Available data:

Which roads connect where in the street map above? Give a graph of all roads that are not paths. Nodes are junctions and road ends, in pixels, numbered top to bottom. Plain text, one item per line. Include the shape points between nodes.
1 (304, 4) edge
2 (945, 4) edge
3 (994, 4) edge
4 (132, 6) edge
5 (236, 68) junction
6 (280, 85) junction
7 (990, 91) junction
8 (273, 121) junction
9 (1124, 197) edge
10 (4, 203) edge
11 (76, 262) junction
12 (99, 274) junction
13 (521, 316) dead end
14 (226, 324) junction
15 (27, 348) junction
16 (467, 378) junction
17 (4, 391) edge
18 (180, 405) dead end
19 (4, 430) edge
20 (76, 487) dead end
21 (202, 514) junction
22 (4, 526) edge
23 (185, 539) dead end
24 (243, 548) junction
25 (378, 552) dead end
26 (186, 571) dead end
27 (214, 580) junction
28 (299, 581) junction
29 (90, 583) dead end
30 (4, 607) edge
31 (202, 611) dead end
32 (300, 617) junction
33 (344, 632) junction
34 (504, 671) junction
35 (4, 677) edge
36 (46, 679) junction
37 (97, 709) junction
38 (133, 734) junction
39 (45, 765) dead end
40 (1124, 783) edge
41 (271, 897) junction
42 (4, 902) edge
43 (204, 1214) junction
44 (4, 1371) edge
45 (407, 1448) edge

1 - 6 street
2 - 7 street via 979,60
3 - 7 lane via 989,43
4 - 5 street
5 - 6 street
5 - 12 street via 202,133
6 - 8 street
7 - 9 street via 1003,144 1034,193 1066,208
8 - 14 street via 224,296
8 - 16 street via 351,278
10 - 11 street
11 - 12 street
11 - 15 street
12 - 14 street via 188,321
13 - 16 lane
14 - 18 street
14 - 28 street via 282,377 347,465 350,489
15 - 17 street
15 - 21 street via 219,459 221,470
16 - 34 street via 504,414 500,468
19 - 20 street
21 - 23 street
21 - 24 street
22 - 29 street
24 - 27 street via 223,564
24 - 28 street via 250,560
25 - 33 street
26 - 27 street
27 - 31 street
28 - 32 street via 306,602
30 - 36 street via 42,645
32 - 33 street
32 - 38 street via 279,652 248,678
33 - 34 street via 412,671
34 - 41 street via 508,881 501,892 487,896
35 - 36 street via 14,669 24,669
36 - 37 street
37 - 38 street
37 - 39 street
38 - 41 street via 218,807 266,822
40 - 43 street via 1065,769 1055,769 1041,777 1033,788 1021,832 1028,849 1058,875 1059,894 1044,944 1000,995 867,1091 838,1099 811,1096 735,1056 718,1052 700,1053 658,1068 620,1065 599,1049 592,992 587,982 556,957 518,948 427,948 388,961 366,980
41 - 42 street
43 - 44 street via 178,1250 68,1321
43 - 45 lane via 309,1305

Work item:
Say how many of the lines above include the word "dead", giving the figure alone.

Output for this exercise:
9